ClearView AI’s database consists of photos scraped from websites like Facebook, YouTube, Twitter and Instagram. When the tool matches footage to a photo in the database, it brings up a link to the site where the photo was found. When a site is scraped on a large scale, the company may detect it, but the people whose profiles are being scraped will not be alerted. Most of the people whose photos are in ClearView AI’s database will never find out their image has been collected unless the FBI, Homeland Security or police contact them about a crime.

Scraping is prohibited by most websites’ terms of service agreements, but there is no law against it and ClearView AI hasn’t faced any consequences yet. Last September, LinkedIn lost a court case against a company that was scraping publicly available data from its website. ClearView AI’s database may be unsettling, but the company hasn’t really done anything new.

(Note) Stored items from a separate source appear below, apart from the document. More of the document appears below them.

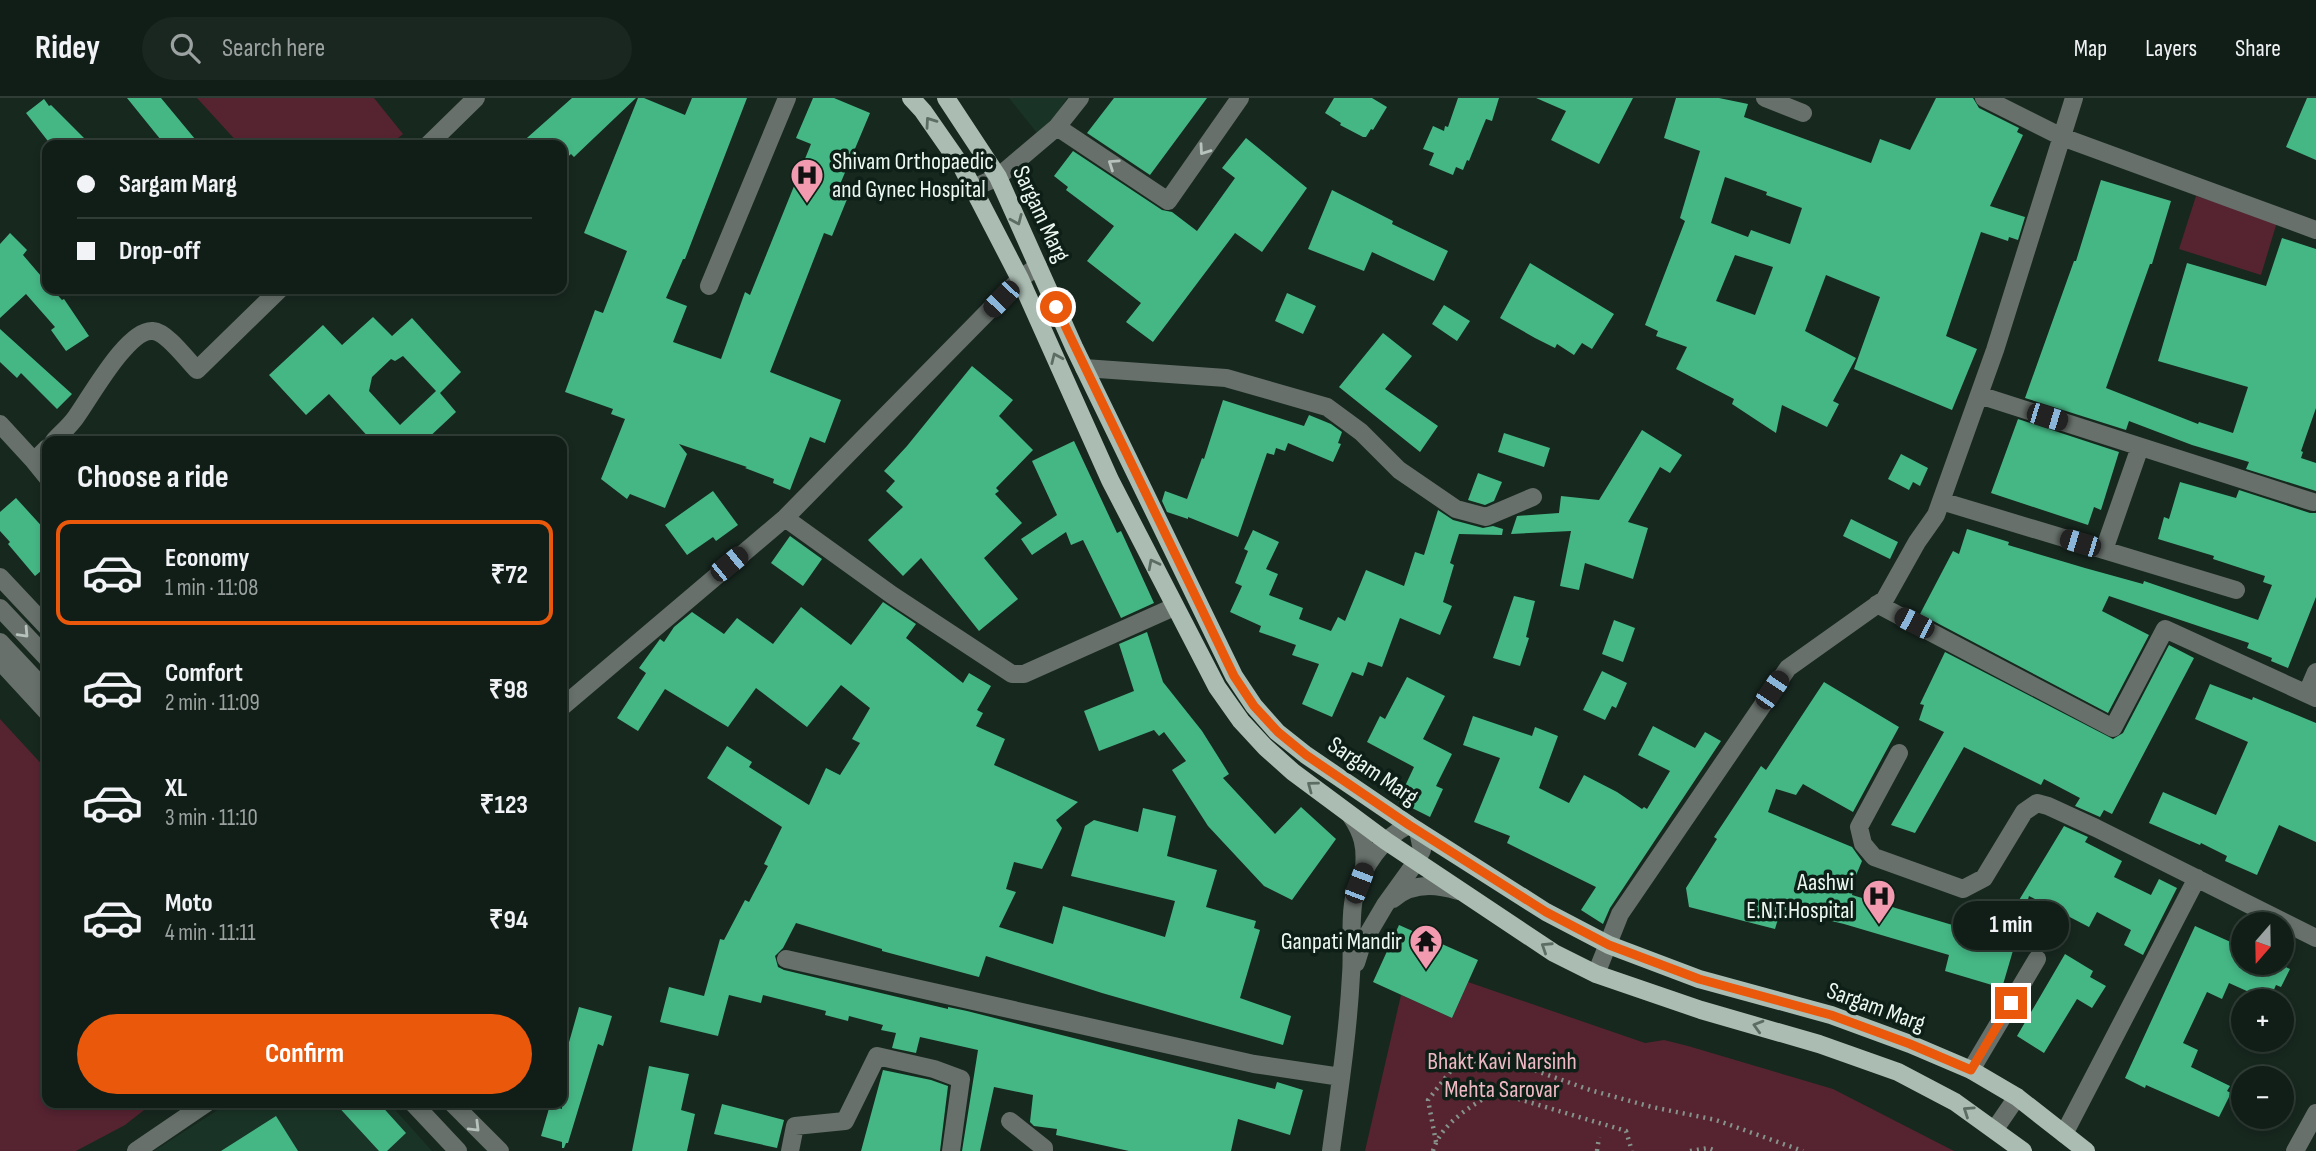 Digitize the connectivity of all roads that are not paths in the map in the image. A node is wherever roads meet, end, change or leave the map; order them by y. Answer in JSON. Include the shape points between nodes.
{"nodes":[{"id":1,"x":476,"y":98,"type":"edge"},
{"id":2,"x":786,"y":98,"type":"edge"},
{"id":3,"x":911,"y":98,"type":"edge"},
{"id":4,"x":946,"y":98,"type":"edge"},
{"id":5,"x":1080,"y":98,"type":"edge"},
{"id":6,"x":1240,"y":98,"type":"edge"},
{"id":7,"x":1765,"y":98,"type":"edge"},
{"id":8,"x":1984,"y":98,"type":"edge"},
{"id":9,"x":2074,"y":98,"type":"edge"},
{"id":10,"x":1803,"y":113,"type":"dead end"},
{"id":11,"x":1057,"y":127,"type":"junction"},
{"id":12,"x":2062,"y":137,"type":"junction"},
{"id":13,"x":433,"y":140,"type":"edge"},
{"id":14,"x":998,"y":177,"type":"junction"},
{"id":15,"x":973,"y":188,"type":"junction"},
{"id":16,"x":2316,"y":230,"type":"edge"},
{"id":17,"x":1038,"y":266,"type":"junction"},
{"id":18,"x":1020,"y":279,"type":"junction"},
{"id":19,"x":709,"y":286,"type":"dead end"},
{"id":20,"x":275,"y":294,"type":"edge"},
{"id":21,"x":1084,"y":368,"type":"junction"},
{"id":22,"x":1979,"y":395,"type":"junction"},
{"id":23,"x":0,"y":424,"type":"edge"},
{"id":24,"x":59,"y":436,"type":"edge"},
{"id":25,"x":2140,"y":447,"type":"junction"},
{"id":26,"x":42,"y":453,"type":"edge"},
{"id":27,"x":34,"y":461,"type":"junction"},
{"id":28,"x":42,"y":471,"type":"edge"},
{"id":29,"x":1533,"y":498,"type":"dead end"},
{"id":30,"x":1941,"y":501,"type":"junction"},
{"id":31,"x":2313,"y":502,"type":"dead end"},
{"id":32,"x":785,"y":518,"type":"junction"},
{"id":33,"x":2104,"y":550,"type":"junction"},
{"id":34,"x":0,"y":577,"type":"edge"},
{"id":35,"x":2236,"y":590,"type":"dead end"},
{"id":36,"x":1877,"y":604,"type":"junction"},
{"id":37,"x":1174,"y":607,"type":"junction"},
{"id":38,"x":0,"y":608,"type":"edge"},
{"id":39,"x":42,"y":622,"type":"edge"},
{"id":40,"x":0,"y":642,"type":"edge"},
{"id":41,"x":42,"y":653,"type":"edge"},
{"id":42,"x":0,"y":661,"type":"edge"},
{"id":43,"x":2316,"y":672,"type":"edge"},
{"id":44,"x":42,"y":687,"type":"edge"},
{"id":45,"x":2311,"y":696,"type":"edge"},
{"id":46,"x":567,"y":702,"type":"edge"},
{"id":47,"x":42,"y":707,"type":"edge"},
{"id":48,"x":1899,"y":753,"type":"dead end"},
{"id":49,"x":1350,"y":814,"type":"junction"},
{"id":50,"x":1414,"y":828,"type":"junction"},
{"id":51,"x":1386,"y":841,"type":"junction"},
{"id":52,"x":1416,"y":862,"type":"junction"},
{"id":53,"x":1364,"y":868,"type":"junction"},
{"id":54,"x":2197,"y":878,"type":"junction"},
{"id":55,"x":1462,"y":892,"type":"junction"},
{"id":56,"x":1385,"y":905,"type":"junction"},
{"id":57,"x":2316,"y":938,"type":"edge"},
{"id":58,"x":1609,"y":945,"type":"junction"},
{"id":59,"x":786,"y":959,"type":"dead end"},
{"id":60,"x":2037,"y":959,"type":"dead end"},
{"id":61,"x":1596,"y":974,"type":"junction"},
{"id":62,"x":1351,"y":976,"type":"junction"},
{"id":63,"x":1971,"y":1070,"type":"junction"},
{"id":64,"x":1341,"y":1077,"type":"junction"},
{"id":65,"x":2017,"y":1097,"type":"junction"},
{"id":66,"x":199,"y":1108,"type":"edge"},
{"id":67,"x":418,"y":1108,"type":"edge"},
{"id":68,"x":457,"y":1108,"type":"edge"},
{"id":69,"x":2316,"y":1113,"type":"edge"},
{"id":70,"x":1010,"y":1121,"type":"dead end"},
{"id":71,"x":1995,"y":1129,"type":"junction"},
{"id":72,"x":2064,"y":1134,"type":"junction"},
{"id":73,"x":136,"y":1151,"type":"edge"},
{"id":74,"x":458,"y":1151,"type":"edge"},
{"id":75,"x":500,"y":1151,"type":"edge"},
{"id":76,"x":790,"y":1151,"type":"edge"},
{"id":77,"x":951,"y":1151,"type":"edge"},
{"id":78,"x":1044,"y":1151,"type":"edge"},
{"id":79,"x":1331,"y":1151,"type":"edge"},
{"id":80,"x":2024,"y":1151,"type":"edge"},
{"id":81,"x":2086,"y":1151,"type":"edge"},
{"id":82,"x":2295,"y":1151,"type":"edge"}],
"edges":[{"from":1,"to":13,"type":"street"},
{"from":2,"to":19,"type":"street"},
{"from":15,"to":3,"type":"main road","name":"Sargam Marg","one_way":true},
{"from":4,"to":14,"type":"main road","name":"Sargam Marg"},
{"from":5,"to":11,"type":"street"},
{"from":6,"to":11,"type":"street","one_way":true,"via":[[1168,201]]},
{"from":7,"to":10,"type":"street"},
{"from":8,"to":12,"type":"street"},
{"from":9,"to":12,"type":"street"},
{"from":11,"to":14,"type":"street"},
{"from":12,"to":16,"type":"street"},
{"from":12,"to":22,"type":"street"},
{"from":14,"to":15,"type":"street"},
{"from":14,"to":17,"type":"main road","name":"Sargam Marg","one_way":true},
{"from":15,"to":18,"type":"main road","name":"Sargam Marg"},
{"from":17,"to":18,"type":"street"},
{"from":17,"to":21,"type":"main road","name":"Sargam Marg"},
{"from":18,"to":32,"type":"street"},
{"from":37,"to":18,"type":"main road","name":"Sargam Marg","one_way":true,"via":[[1110,480]]},
{"from":20,"to":24,"type":"street","via":[[197,370],[165,336],[152,330],[137,335]]},
{"from":21,"to":29,"type":"street","via":[[1226,378],[1327,407],[1361,432],[1399,470],[1456,509],[1486,517]]},
{"from":21,"to":50,"type":"main road","name":"Sargam Marg","via":[[1234,676],[1254,706],[1306,755]]},
{"from":22,"to":25,"type":"street"},
{"from":22,"to":30,"type":"street"},
{"from":23,"to":27,"type":"street"},
{"from":25,"to":31,"type":"street"},
{"from":25,"to":33,"type":"street"},
{"from":26,"to":27,"type":"street"},
{"from":27,"to":28,"type":"street"},
{"from":30,"to":33,"type":"street"},
{"from":30,"to":36,"type":"street","via":[[1885,599]]},
{"from":32,"to":37,"type":"street","via":[[1012,674],[1024,674]]},
{"from":32,"to":46,"type":"street"},
{"from":33,"to":35,"type":"street"},
{"from":34,"to":39,"type":"street"},
{"from":36,"to":45,"type":"street","via":[[2113,728],[2165,629]]},
{"from":36,"to":58,"type":"street","via":[[1788,668],[1620,914]]},
{"from":49,"to":37,"type":"main road","name":"Sargam Marg","one_way":true,"via":[[1293,772],[1241,721]]},
{"from":38,"to":41,"type":"street","one_way":true},
{"from":40,"to":44,"type":"street"},
{"from":42,"to":47,"type":"street"},
{"from":43,"to":45,"type":"street"},
{"from":48,"to":54,"type":"street","via":[[1859,827],[1863,844],[1874,857],[1963,889],[1984,878],[2024,812],[2037,803]]},
{"from":49,"to":51,"type":"main road","name":"Sargam Marg"},
{"from":49,"to":53,"type":"street","via":[[1363,834]]},
{"from":50,"to":51,"type":"street","via":[[1396,831]]},
{"from":50,"to":52,"type":"street","via":[[1422,850]]},
{"from":50,"to":58,"type":"main road","name":"Sargam Marg","via":[[1546,912]]},
{"from":51,"to":52,"type":"main road","name":"Sargam Marg"},
{"from":51,"to":53,"type":"street"},
{"from":52,"to":55,"type":"main road","name":"Sargam Marg"},
{"from":52,"to":56,"type":"street"},
{"from":53,"to":62,"type":"street","via":[[1354,897]]},
{"from":54,"to":57,"type":"street"},
{"from":54,"to":72,"type":"street"},
{"from":55,"to":56,"type":"street","via":[[1438,885],[1417,886]]},
{"from":61,"to":55,"type":"main road","name":"Sargam Marg","one_way":true,"via":[[1554,953]]},
{"from":56,"to":62,"type":"street","via":[[1362,944]]},
{"from":58,"to":61,"type":"street"},
{"from":58,"to":63,"type":"main road","name":"Sargam Marg","via":[[1699,979],[1831,1015]]},
{"from":59,"to":64,"type":"street","via":[[1254,1064]]},
{"from":60,"to":63,"type":"street"},
{"from":71,"to":61,"type":"main road","name":"Sargam Marg","one_way":true,"via":[[1898,1072]]},
{"from":62,"to":64,"type":"street"},
{"from":63,"to":65,"type":"main road","name":"Sargam Marg"},
{"from":64,"to":79,"type":"street"},
{"from":65,"to":71,"type":"street"},
{"from":65,"to":72,"type":"main road","name":"Sargam Marg"},
{"from":66,"to":73,"type":"street"},
{"from":67,"to":74,"type":"street"},
{"from":68,"to":75,"type":"street","one_way":true},
{"from":69,"to":82,"type":"street"},
{"from":70,"to":78,"type":"street"},
{"from":71,"to":80,"type":"main road","name":"Sargam Marg"},
{"from":72,"to":81,"type":"main road","name":"Sargam Marg"},
{"from":76,"to":77,"type":"street","via":[[795,1126],[845,1121],[877,1056],[961,1079]]}]}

Facial recognition software designed by companies that don’t already hold large datasets of faces (as Facebook and Apple do) is usually trained using sets of scraped photos. Many of them are freely available on the internet for anyone to download. VGGFace2 has more than three million faces scraped from Google image search; the Google facial expression comparison dataset has more than 150,000 different faces scraped from unnamed websites; Flickr-Faces-HQ has 70,000 images scraped from Flickr. If you found your photo in one of these databases you could contact the owner of the set to have it taken down, but there is no easy way of removing it from the computers of everyone who has downloaded and used it already.

ClearView AI’s founder, Hoan Ton-That, told the New York Times that his company only uses publicly available images, so nothing from private accounts would end up in his database. But if your profile has already been scraped, changing your privacy settings now won’t help. He said nothing about how the company will deal with photos uploaded by third parties to accounts that are not private. Even if you are meticulous about your online privacy, the company may still harvest your image from friends who are not.

Ton-That also said his company is working on a tool to let people request images be removed from its database. But it took the New York Times reporter a month to get in touch with him, and she only managed to do so by turning up at his office. It’s hard to imagine that the average person will find it straightforward to lodge a complaint. And since the database is available only to law enforcement agencies, how would we even know if our pictures were in it?

Reading about ClearView AI, I was reminded of a conversation from more than ten years ago with a family friend whose son was being bullied via a fake Facebook page set up by other teenagers. He was trying to do something about it, but having difficulty communicating with Facebook: ‘It’s impossible to get somebody from that company on the phone.’


  • 31 January 2020 at 4:40pm
    staberinde says:
    Great article.

    The key issue is over-reach. It's fine to train the expert system on publicly available pictures of real people, but it's not OK for the deployed system to compare everyone it sees to everyone it has ever seen. It should instead be doing what the police officer would do, which is to compare everyone they see with the photographs of criminals at-large.

    And if the argument is "It's not built like that," the answer is "Well go away and rebuilt it right."

  • 2 February 2020 at 1:40pm
    Graucho says:
    One has wondered with a shudder how things would have turned out if Hitler or Stalin had had all the recent advances in IT and AI to hand. Watching developments in China we are probably going to find out.

    • 4 February 2020 at 12:57pm
      Reader says: @ Graucho
      Hitler did pretty well with the Gestapo and the system of institutionalized surveillance going all the way down to block wardens. With Stalin, the aim seems to have been to create an atmosphere of terror. Part of that is the very randomness and uncertainty involved in not knowing whether you will be next for the 4am knock on the door, even if you are innocent.